***** Given records

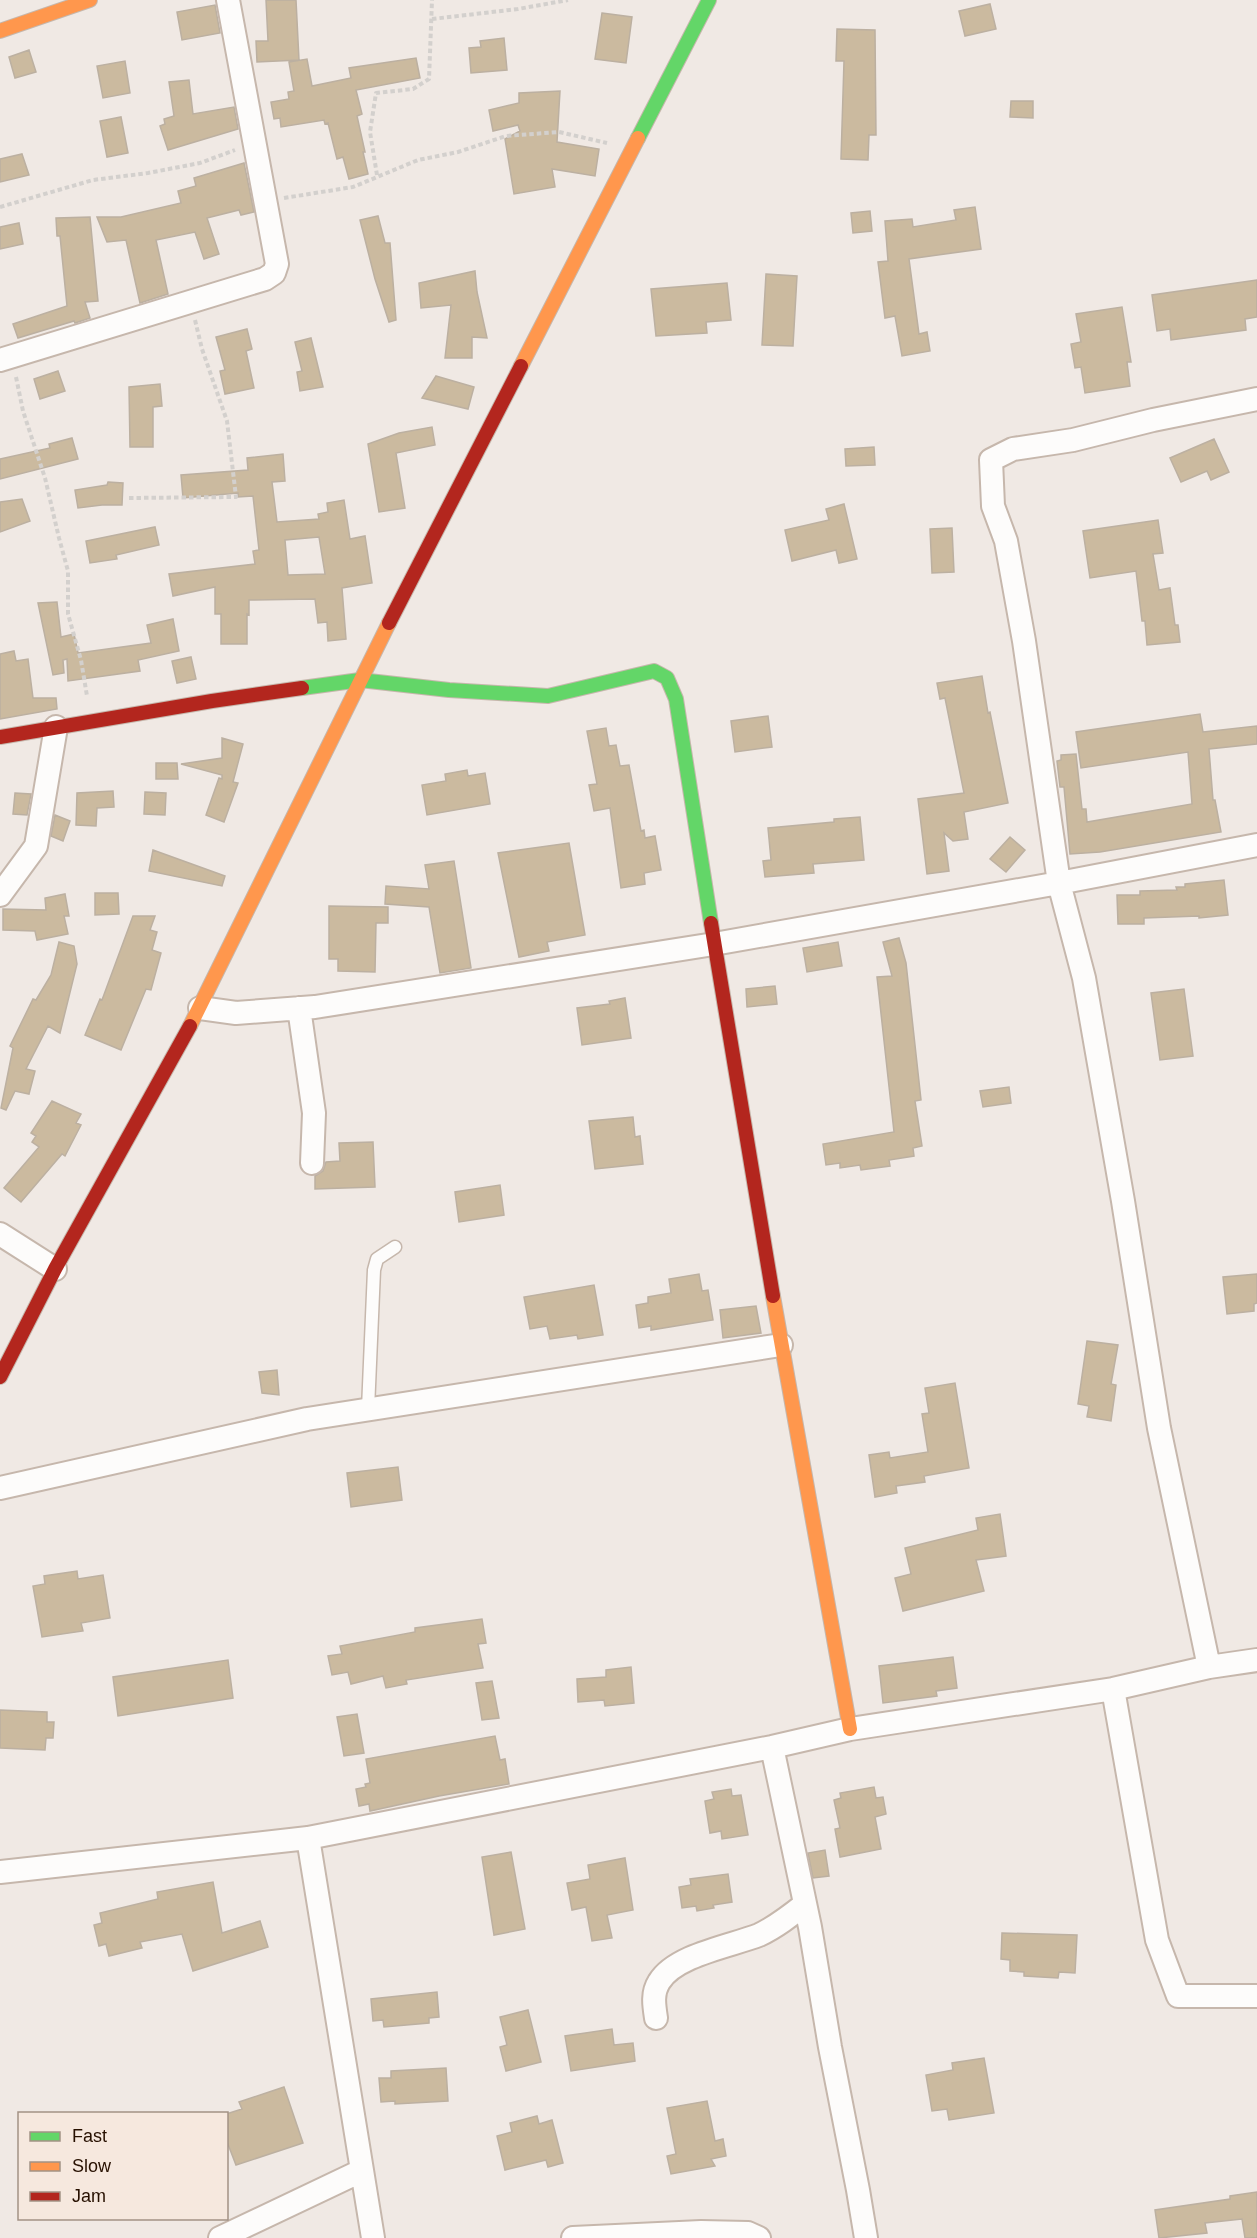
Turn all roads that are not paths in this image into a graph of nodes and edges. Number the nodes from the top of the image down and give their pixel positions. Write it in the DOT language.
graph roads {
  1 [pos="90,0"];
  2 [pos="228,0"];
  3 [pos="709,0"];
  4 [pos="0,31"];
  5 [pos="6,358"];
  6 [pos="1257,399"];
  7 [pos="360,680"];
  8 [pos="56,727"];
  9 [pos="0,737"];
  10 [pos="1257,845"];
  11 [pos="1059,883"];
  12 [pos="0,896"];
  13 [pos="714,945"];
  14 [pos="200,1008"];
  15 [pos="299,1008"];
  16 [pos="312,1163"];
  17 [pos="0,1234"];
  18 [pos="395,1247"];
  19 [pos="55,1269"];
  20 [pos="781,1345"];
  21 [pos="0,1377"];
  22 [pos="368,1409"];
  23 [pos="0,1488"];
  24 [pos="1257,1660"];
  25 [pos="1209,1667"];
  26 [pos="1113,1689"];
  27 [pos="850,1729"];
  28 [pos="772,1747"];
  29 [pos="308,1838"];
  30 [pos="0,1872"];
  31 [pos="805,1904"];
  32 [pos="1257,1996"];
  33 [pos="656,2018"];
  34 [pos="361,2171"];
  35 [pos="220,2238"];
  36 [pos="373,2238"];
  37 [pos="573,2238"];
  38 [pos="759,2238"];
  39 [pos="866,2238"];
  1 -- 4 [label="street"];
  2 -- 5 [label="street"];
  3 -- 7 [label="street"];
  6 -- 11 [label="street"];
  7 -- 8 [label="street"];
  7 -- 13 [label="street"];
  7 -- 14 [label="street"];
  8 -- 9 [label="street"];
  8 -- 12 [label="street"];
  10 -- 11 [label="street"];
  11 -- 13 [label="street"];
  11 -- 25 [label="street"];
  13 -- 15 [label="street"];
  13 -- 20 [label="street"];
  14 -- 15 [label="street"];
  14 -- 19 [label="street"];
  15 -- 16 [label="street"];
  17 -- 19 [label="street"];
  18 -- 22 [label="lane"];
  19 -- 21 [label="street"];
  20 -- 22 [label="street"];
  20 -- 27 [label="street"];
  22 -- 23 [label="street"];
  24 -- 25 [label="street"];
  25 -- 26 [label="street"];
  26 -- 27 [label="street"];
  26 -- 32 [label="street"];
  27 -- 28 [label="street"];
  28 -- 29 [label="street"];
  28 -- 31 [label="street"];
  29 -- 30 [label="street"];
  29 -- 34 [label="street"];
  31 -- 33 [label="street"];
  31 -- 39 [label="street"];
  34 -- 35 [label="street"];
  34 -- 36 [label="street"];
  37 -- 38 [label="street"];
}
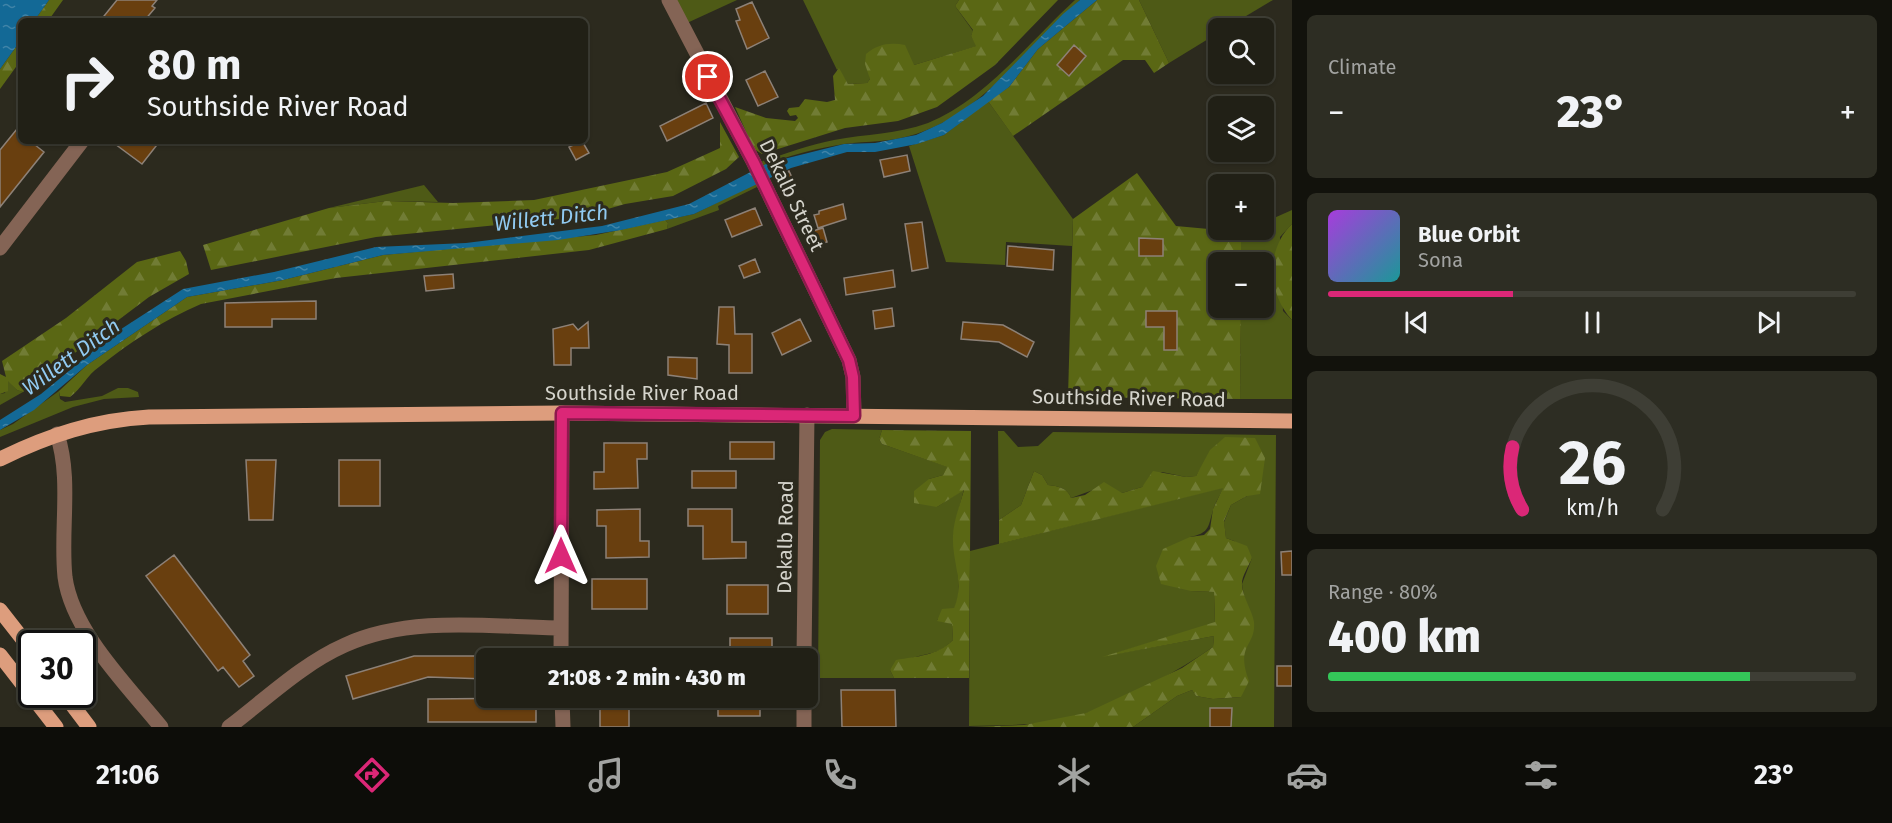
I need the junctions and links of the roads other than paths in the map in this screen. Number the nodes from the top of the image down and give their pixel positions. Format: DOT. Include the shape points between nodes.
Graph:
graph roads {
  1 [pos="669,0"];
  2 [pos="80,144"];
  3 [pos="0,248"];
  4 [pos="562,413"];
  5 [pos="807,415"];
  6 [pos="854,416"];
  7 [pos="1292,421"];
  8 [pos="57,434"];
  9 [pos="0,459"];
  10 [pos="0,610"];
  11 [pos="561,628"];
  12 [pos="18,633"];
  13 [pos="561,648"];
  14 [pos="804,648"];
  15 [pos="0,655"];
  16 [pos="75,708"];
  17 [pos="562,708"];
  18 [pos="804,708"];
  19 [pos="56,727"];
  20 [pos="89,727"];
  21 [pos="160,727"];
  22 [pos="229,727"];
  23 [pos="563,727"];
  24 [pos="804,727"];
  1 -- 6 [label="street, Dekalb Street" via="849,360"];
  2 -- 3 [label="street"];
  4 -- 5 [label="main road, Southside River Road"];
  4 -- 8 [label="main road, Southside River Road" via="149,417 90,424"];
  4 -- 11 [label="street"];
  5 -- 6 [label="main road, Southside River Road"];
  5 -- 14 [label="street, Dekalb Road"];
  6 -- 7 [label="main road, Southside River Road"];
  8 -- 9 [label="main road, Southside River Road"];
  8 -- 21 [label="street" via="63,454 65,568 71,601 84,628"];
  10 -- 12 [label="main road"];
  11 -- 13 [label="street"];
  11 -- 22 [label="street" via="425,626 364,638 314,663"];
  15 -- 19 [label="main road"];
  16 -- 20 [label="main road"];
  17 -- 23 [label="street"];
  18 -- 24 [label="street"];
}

**********

The task:
Please transcribe every entry exactly as written, leaving the pictures out.

Solution to this task:
Turn all roads that are not paths in this image into a graph of nodes and edges. Number the nodes from the top of the image down and give their pixel positions. Write it in the DOT language.
graph roads {
  1 [pos="90,0"];
  2 [pos="228,0"];
  3 [pos="709,0"];
  4 [pos="0,31"];
  5 [pos="6,358"];
  6 [pos="1257,399"];
  7 [pos="360,680"];
  8 [pos="56,727"];
  9 [pos="0,737"];
  10 [pos="1257,845"];
  11 [pos="1059,883"];
  12 [pos="0,896"];
  13 [pos="714,945"];
  14 [pos="200,1008"];
  15 [pos="299,1008"];
  16 [pos="312,1163"];
  17 [pos="0,1234"];
  18 [pos="395,1247"];
  19 [pos="55,1269"];
  20 [pos="781,1345"];
  21 [pos="0,1377"];
  22 [pos="368,1409"];
  23 [pos="0,1488"];
  24 [pos="1257,1660"];
  25 [pos="1209,1667"];
  26 [pos="1113,1689"];
  27 [pos="850,1729"];
  28 [pos="772,1747"];
  29 [pos="308,1838"];
  30 [pos="0,1872"];
  31 [pos="805,1904"];
  32 [pos="1257,1996"];
  33 [pos="656,2018"];
  34 [pos="361,2171"];
  35 [pos="220,2238"];
  36 [pos="373,2238"];
  37 [pos="573,2238"];
  38 [pos="759,2238"];
  39 [pos="866,2238"];
  1 -- 4 [label="street"];
  2 -- 5 [label="street"];
  3 -- 7 [label="street"];
  6 -- 11 [label="street"];
  7 -- 8 [label="street"];
  7 -- 13 [label="street"];
  7 -- 14 [label="street"];
  8 -- 9 [label="street"];
  8 -- 12 [label="street"];
  10 -- 11 [label="street"];
  11 -- 13 [label="street"];
  11 -- 25 [label="street"];
  13 -- 15 [label="street"];
  13 -- 20 [label="street"];
  14 -- 15 [label="street"];
  14 -- 19 [label="street"];
  15 -- 16 [label="street"];
  17 -- 19 [label="street"];
  18 -- 22 [label="lane"];
  19 -- 21 [label="street"];
  20 -- 22 [label="street"];
  20 -- 27 [label="street"];
  22 -- 23 [label="street"];
  24 -- 25 [label="street"];
  25 -- 26 [label="street"];
  26 -- 27 [label="street"];
  26 -- 32 [label="street"];
  27 -- 28 [label="street"];
  28 -- 29 [label="street"];
  28 -- 31 [label="street"];
  29 -- 30 [label="street"];
  29 -- 34 [label="street"];
  31 -- 33 [label="street"];
  31 -- 39 [label="street"];
  34 -- 35 [label="street"];
  34 -- 36 [label="street"];
  37 -- 38 [label="street"];
}
I need the junctions and links of the roads other than paths in the map in this screen. Number the nodes from the top of the image down and give their pixel positions. Format: DOT. Include the shape points between nodes.
Graph:
graph roads {
  1 [pos="669,0"];
  2 [pos="80,144"];
  3 [pos="0,248"];
  4 [pos="562,413"];
  5 [pos="807,415"];
  6 [pos="854,416"];
  7 [pos="1292,421"];
  8 [pos="57,434"];
  9 [pos="0,459"];
  10 [pos="0,610"];
  11 [pos="561,628"];
  12 [pos="18,633"];
  13 [pos="561,648"];
  14 [pos="804,648"];
  15 [pos="0,655"];
  16 [pos="75,708"];
  17 [pos="562,708"];
  18 [pos="804,708"];
  19 [pos="56,727"];
  20 [pos="89,727"];
  21 [pos="160,727"];
  22 [pos="229,727"];
  23 [pos="563,727"];
  24 [pos="804,727"];
  1 -- 6 [label="street, Dekalb Street" via="849,360"];
  2 -- 3 [label="street"];
  4 -- 5 [label="main road, Southside River Road"];
  4 -- 8 [label="main road, Southside River Road" via="149,417 90,424"];
  4 -- 11 [label="street"];
  5 -- 6 [label="main road, Southside River Road"];
  5 -- 14 [label="street, Dekalb Road"];
  6 -- 7 [label="main road, Southside River Road"];
  8 -- 9 [label="main road, Southside River Road"];
  8 -- 21 [label="street" via="63,454 65,568 71,601 84,628"];
  10 -- 12 [label="main road"];
  11 -- 13 [label="street"];
  11 -- 22 [label="street" via="425,626 364,638 314,663"];
  15 -- 19 [label="main road"];
  16 -- 20 [label="main road"];
  17 -- 23 [label="street"];
  18 -- 24 [label="street"];
}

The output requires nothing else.